I. Background Facts and Proceedings
This family came to the attention of the Iowa Department of Human Services
(DHS) in November 2018 upon allegations of the father using methamphetamine
while caring for the child, who was born roughly a month earlier.2 The mother
agreed to stay away from the father if she thought he relapsed. In February 2019,
the child was adjudicated as in need of assistance pursuant to the parties’
stipulation. In May, concerns arose that the parents had been drinking heavily for
several days and were caring for the child while intoxicated. The child was
removed from parental care and was not returned during the remainder of the
proceedings. The mother continued to struggle with alcohol abuse. She began
participating in substance-abuse treatment, mental-health treatment, and family
treatment court in late 2019. In October, DHS recommended a three-month
1 The father’s parental rights were also terminated. He does not appeal.

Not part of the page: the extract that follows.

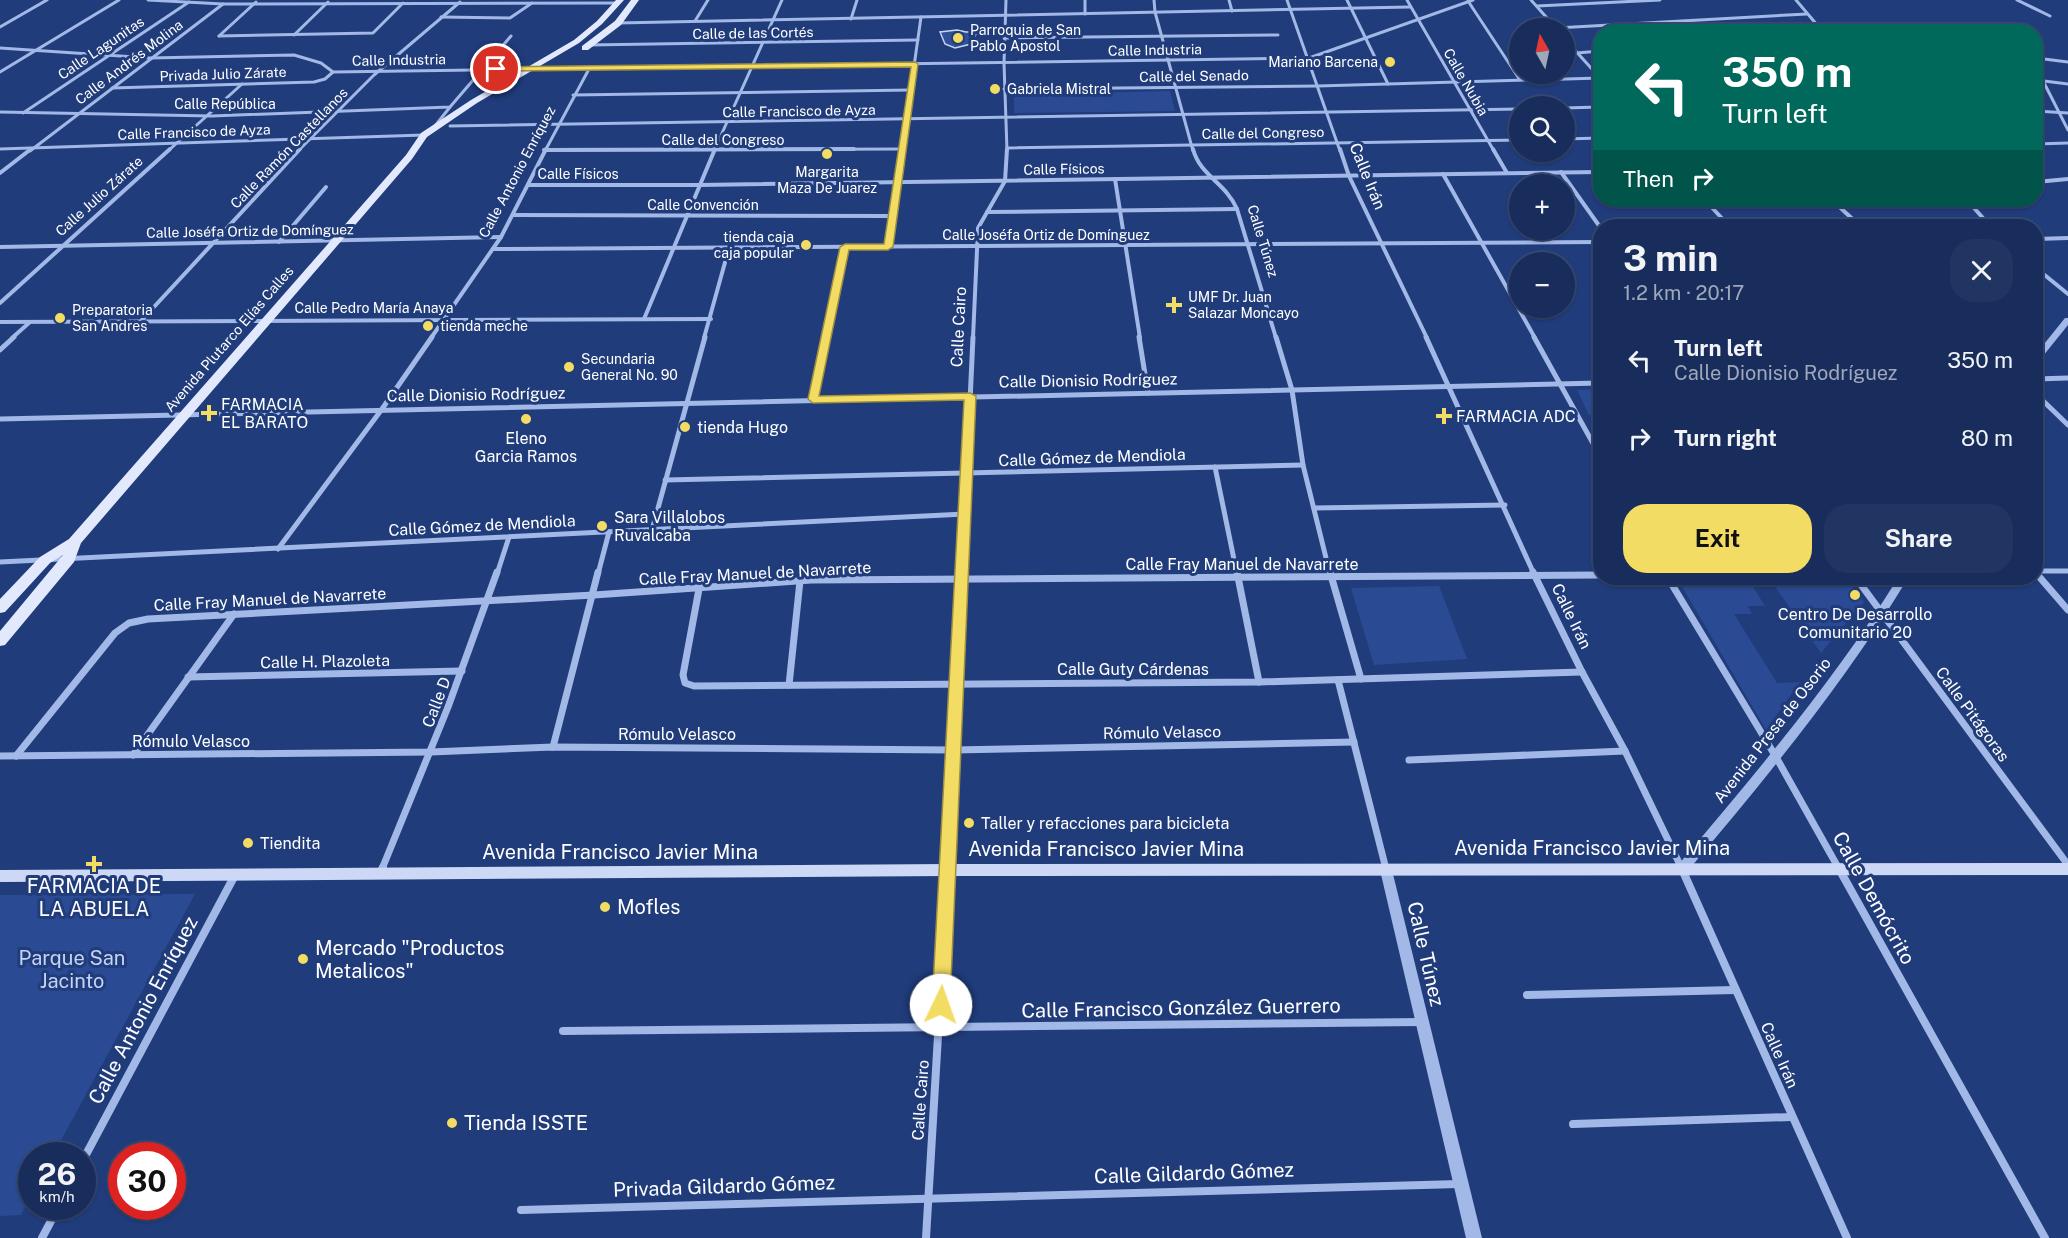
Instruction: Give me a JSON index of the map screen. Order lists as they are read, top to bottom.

2 The mother’s three other children were removed from her care in 2005 and were
adjudicated children in need of assistance (CINA). Custody of the children was
transferred to their fathers, and the cases were closed.
3
extension based on the mother’s progress. Then the mother relapsed in
November, again in January 2020, and again in April 2020. And while the mother
progressed to semi-supervised visitation in October 2019, her visits reverted to
being fully supervised shortly thereafter due to her lack of participation in
substance-abuse treatment and concerns for alcohol abuse.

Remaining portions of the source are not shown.